Di masa lalu, pada masa kolonialisme klasik, kaum imperialis Barat akan secara langsung menyerbu daerah sasarannya begitu mereka mengkonsolidasi kekuatan fisik tertentu.
Di zaman sekarang ini, terutama di era pasca-kolonial, serangan yang dilakukan akan diawali dengan menyerang pikiran, dan mereka melakukan ini tidak secara langsung tetapi secara tidak langsung, kata Kaplan.
"Kolonialisme klasik didasarkan pada invasi fisik. Hari ini, bagaimanapun, neo-kolonialisme didasarkan pada invasi mental," ujarnya.
"Pada akhirnya, jika perlu, jika mereka merasa perlu, pada saat itulah mereka secara fisik juga menyerbu tanah.
Ini adalah yang disebut Kaplan sebagai perbudakan epistemik, dimana cara kolonialisme diinovasikan sesuai perkembangan zaman. Terdapat satu perbedaan yang sangat penting antara kolonialisme klasik dan perbudakan epistemik.

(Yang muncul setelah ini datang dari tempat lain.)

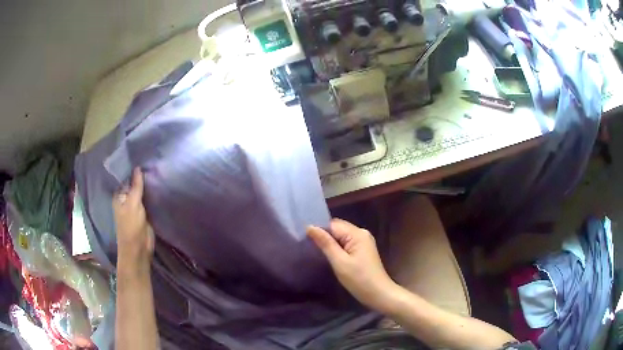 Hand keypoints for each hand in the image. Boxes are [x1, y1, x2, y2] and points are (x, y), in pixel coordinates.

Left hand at [113, 168, 153, 267]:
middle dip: (141, 176)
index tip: (142, 156)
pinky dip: (153, 194)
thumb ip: (136, 186)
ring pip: (142, 192)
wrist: (139, 249)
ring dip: (148, 185)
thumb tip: (138, 168)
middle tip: (153, 160)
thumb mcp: (132, 204)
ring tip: (158, 168)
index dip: (132, 169)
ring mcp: (136, 206)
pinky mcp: (145, 213)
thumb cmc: (131, 226)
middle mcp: (127, 199)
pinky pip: (149, 200)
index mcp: (119, 196)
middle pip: (134, 184)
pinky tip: (160, 184)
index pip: (125, 178)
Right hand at [307, 219, 398, 311]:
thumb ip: (325, 243)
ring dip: (330, 242)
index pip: (333, 224)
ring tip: (316, 250)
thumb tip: (310, 227)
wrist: (379, 294)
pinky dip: (337, 247)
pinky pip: (347, 243)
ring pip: (341, 236)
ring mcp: (364, 241)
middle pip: (338, 228)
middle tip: (308, 245)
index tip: (304, 238)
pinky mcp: (363, 250)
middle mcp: (361, 233)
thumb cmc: (359, 279)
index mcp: (357, 233)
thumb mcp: (339, 262)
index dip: (319, 230)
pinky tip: (330, 255)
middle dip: (324, 235) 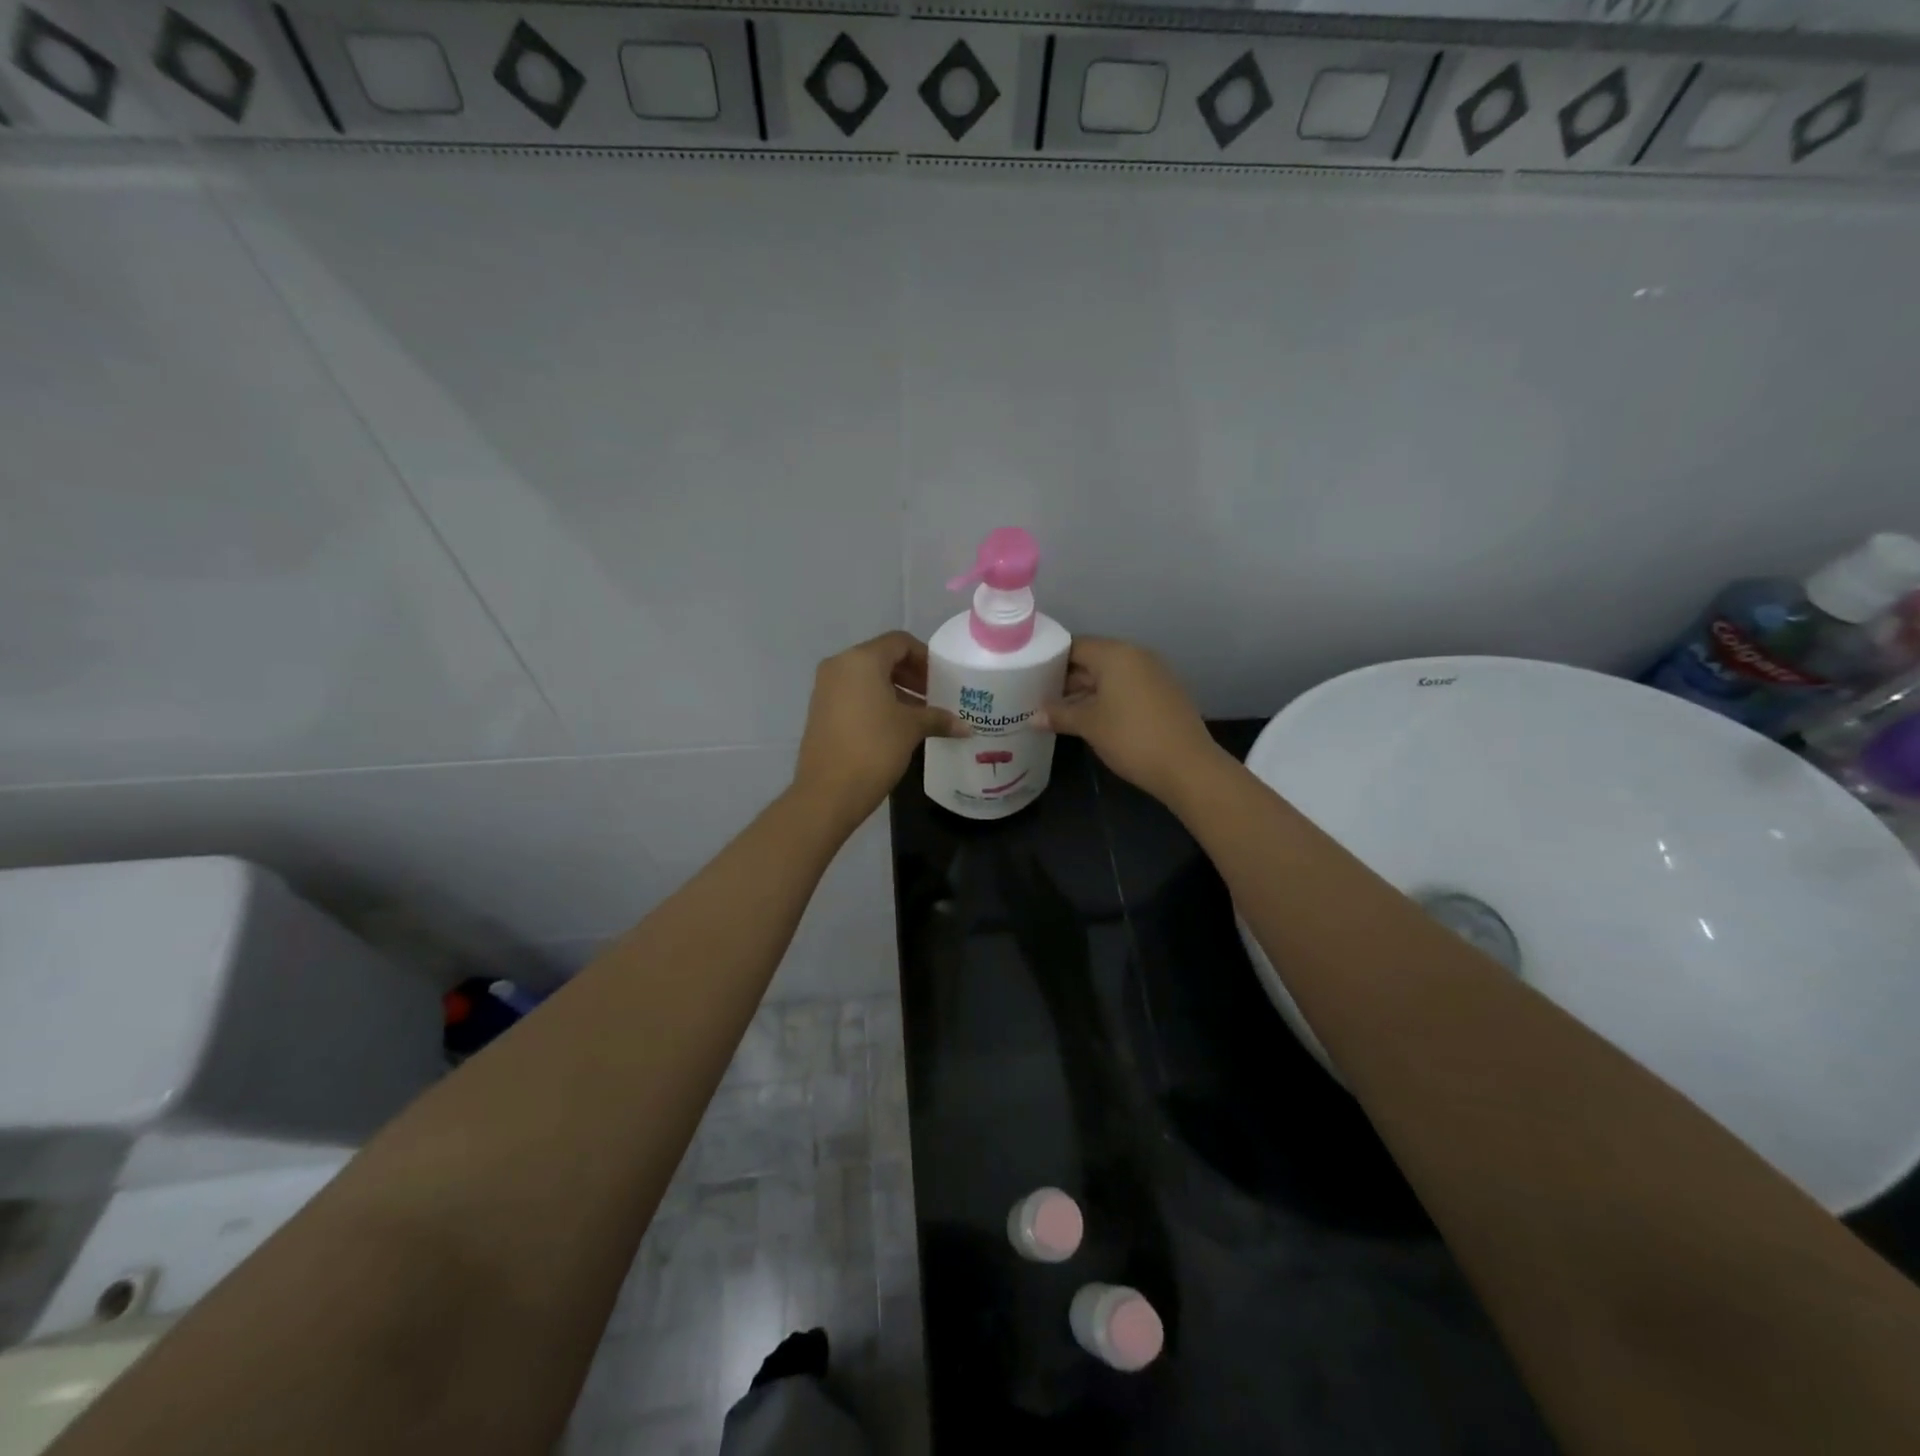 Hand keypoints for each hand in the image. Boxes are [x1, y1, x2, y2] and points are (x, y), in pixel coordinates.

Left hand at [792, 631, 968, 829]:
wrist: (828, 791)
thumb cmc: (874, 748)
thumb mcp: (911, 729)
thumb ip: (938, 718)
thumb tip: (965, 727)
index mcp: (861, 660)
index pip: (899, 642)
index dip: (925, 657)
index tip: (942, 678)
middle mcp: (839, 666)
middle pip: (882, 658)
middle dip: (911, 675)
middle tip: (934, 695)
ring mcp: (825, 688)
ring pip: (867, 678)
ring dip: (895, 690)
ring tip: (920, 714)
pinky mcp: (820, 711)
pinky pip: (854, 694)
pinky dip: (876, 702)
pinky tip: (895, 726)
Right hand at [1039, 638, 1222, 803]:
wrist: (1187, 766)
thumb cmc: (1131, 737)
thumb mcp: (1089, 725)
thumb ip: (1059, 714)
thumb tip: (1033, 716)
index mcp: (1116, 654)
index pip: (1074, 646)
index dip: (1050, 660)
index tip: (1030, 677)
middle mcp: (1136, 656)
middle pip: (1093, 660)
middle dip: (1067, 679)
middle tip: (1039, 697)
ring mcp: (1154, 675)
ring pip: (1110, 676)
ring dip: (1086, 692)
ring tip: (1059, 712)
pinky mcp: (1164, 695)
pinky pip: (1127, 689)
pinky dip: (1107, 700)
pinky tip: (1090, 720)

"Kolonialis sekarang memastikan kepatuhan lawan bicaranya dengan menggunakan Sindrom Stockholm. Mereka tidak lagi membangun hegemoni melalui logika atau persuasi. Mereka menegakkan hegemoni dengan merayu mereka melalui persepsi, dengan membuat mereka jatuh cinta pada pelaksanaanya, dan mengambil posisi sebagai tuan dan direktur pikiran kita," ujarnya menjelaskan.

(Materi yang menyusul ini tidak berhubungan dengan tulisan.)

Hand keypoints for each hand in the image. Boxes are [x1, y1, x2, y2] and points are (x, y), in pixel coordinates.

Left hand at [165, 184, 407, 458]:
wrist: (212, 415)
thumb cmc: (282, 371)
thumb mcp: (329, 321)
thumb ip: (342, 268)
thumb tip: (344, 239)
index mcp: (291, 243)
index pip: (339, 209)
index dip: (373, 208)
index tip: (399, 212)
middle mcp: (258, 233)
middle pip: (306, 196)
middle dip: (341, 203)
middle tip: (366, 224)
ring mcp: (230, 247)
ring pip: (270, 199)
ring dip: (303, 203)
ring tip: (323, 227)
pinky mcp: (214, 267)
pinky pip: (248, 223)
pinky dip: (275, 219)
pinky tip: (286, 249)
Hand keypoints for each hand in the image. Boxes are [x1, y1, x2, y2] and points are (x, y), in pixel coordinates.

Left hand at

Kaplan mengatakan, Hegemoni Barat didirikan atas dasar fiksi, kepura-puraan dan berpegang pada konsep dimana pihak lain diciptakan, namun pihak itu dimunculkan sebagai pihak yang 'jahat'. pihak jahat ini nantinya akan mencoba untuk melegitimasi ketidakadilan hegemoni, yang berujung pada tindakan brutal, kelahiran 'penghisap darah' lainnya.
"Dalam pernyataan "kerajaan akan kembali", Borrell mengeluh tentang kembalinya Turki, Rusia, dan China, tetapi yang benar-benar mereka takuti adalah kebangkitan Turki dari 'tidur panjangnya' dan kemungkinan akan kembali berjaya di tingkat negara adidaya," ujar Keplan.

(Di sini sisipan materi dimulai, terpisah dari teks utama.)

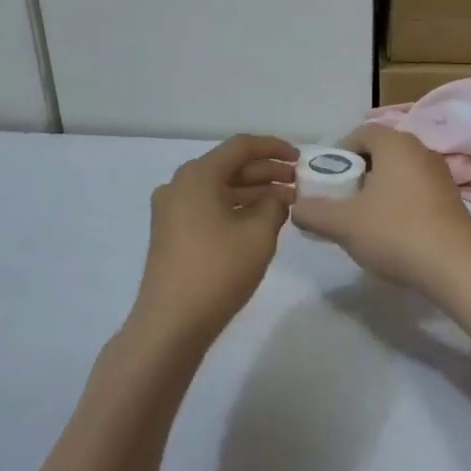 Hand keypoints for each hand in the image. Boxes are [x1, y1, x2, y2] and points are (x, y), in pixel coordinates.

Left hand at [132, 135, 297, 347]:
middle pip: (229, 166)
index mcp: (198, 175)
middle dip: (266, 172)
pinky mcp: (172, 233)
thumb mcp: (258, 234)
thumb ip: (274, 205)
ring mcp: (172, 210)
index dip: (274, 148)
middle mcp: (180, 185)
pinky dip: (236, 208)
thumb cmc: (218, 271)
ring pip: (220, 189)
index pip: (241, 146)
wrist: (170, 324)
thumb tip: (276, 198)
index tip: (300, 158)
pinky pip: (209, 207)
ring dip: (253, 192)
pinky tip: (261, 221)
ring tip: (287, 203)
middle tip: (298, 183)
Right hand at [289, 125, 470, 297]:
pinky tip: (393, 232)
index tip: (327, 179)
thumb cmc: (395, 231)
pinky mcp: (452, 200)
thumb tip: (296, 208)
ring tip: (364, 219)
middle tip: (342, 200)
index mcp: (395, 144)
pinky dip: (400, 204)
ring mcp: (440, 175)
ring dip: (380, 190)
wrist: (456, 266)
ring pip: (400, 173)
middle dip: (358, 173)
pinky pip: (417, 191)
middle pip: (381, 153)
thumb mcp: (343, 224)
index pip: (361, 133)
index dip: (339, 153)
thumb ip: (313, 212)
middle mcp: (421, 151) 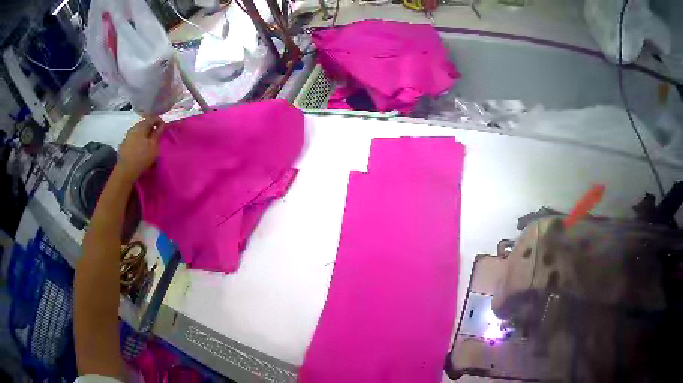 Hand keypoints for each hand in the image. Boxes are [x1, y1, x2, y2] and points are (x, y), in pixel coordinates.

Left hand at [116, 117, 164, 180]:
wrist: (125, 170)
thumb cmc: (142, 157)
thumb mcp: (154, 146)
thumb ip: (158, 133)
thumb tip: (161, 125)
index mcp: (141, 126)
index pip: (152, 117)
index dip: (159, 121)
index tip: (163, 129)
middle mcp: (133, 127)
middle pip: (144, 123)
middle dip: (151, 128)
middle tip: (156, 137)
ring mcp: (127, 135)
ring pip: (139, 131)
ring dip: (144, 134)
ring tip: (148, 143)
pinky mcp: (124, 144)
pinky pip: (134, 137)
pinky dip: (139, 140)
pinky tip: (140, 148) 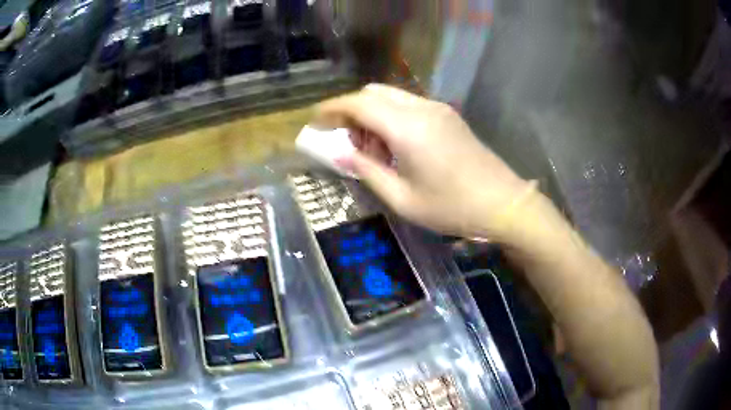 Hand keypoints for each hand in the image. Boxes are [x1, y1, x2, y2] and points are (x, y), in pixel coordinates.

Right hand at [315, 84, 531, 238]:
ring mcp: (437, 109)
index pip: (358, 103)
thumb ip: (366, 170)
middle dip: (351, 111)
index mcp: (407, 127)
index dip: (332, 108)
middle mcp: (421, 108)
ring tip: (371, 148)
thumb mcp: (402, 198)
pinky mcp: (448, 115)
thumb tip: (339, 154)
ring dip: (372, 114)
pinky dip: (391, 116)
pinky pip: (409, 105)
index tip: (316, 121)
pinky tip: (396, 145)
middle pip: (373, 93)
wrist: (503, 203)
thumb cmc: (452, 207)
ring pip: (391, 97)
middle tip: (345, 141) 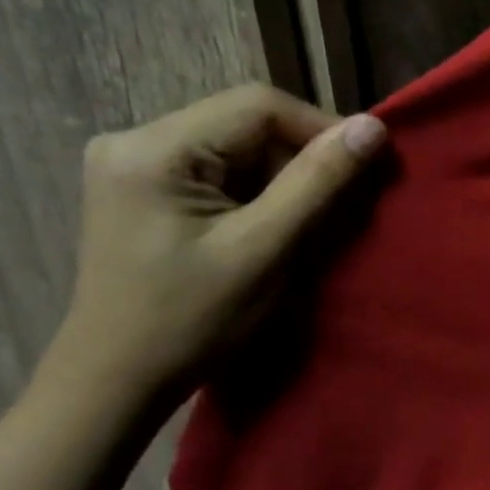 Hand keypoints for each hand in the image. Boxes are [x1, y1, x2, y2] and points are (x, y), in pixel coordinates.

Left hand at [44, 84, 387, 403]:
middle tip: (339, 206)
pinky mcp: (142, 187)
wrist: (115, 383)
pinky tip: (268, 227)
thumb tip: (374, 126)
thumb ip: (318, 183)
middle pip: (245, 123)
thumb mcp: (264, 251)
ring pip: (236, 146)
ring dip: (282, 178)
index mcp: (154, 149)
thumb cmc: (190, 324)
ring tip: (308, 222)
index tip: (365, 170)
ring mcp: (134, 163)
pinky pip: (217, 169)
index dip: (321, 129)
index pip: (259, 106)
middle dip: (301, 159)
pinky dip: (255, 192)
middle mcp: (134, 139)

Presiden Recep Tayyip Erdoğan dalam pernyataannya, sempat menyinggung 'kebangkitan' dan menyebutnya sebagai peradaban dimana ide-ide yang diungkapkan selama bertahun-tahun akan terwujud. Meski untuk mewujudkannya, Presiden Erdogan perlu bertindak cerdik dan tegas terkait masalah ini, katanya.
"Borrell melihat bahwa Turki akan segera bangun dari tidurnya, dan mengaitkannya dengan klaim kebangkitan peradabannya, dan dengan demikian mencoba untuk menakut-nakuti dunia, bahwa Muslim, serta kita (Turki), anak-anak Ottoman, bersama dengan Kekaisaran Ottoman!" ujarnya.
Keplan menjelaskan, kekaisaran Ottoman tidak pernah menganut sistem imperialis. Jika memang memiliki visi imperial, Kekaisaran Ottoman tidak pernah menjadi kekuatan imperialis, kolonialis, penghisap darah di tiga benua yang dikuasainya, dan tidak pernah mengeksploitasi tanah yang dikuasainya, menghancurkan budaya, atau orang yang dikuliti seperti yang dilakukan oleh imperialis Barat.
"Baik Barat dan Ottoman memerintah lebih dari tiga benua dalam periode waktu yang sama. Tetapi dengan satu perbedaan, Barat mendominasi penggunaan senjata dan kekuasaan, sedangkan Ottoman melakukannya dengan keadilan dan kekuatan ide-ide mereka," kata dia.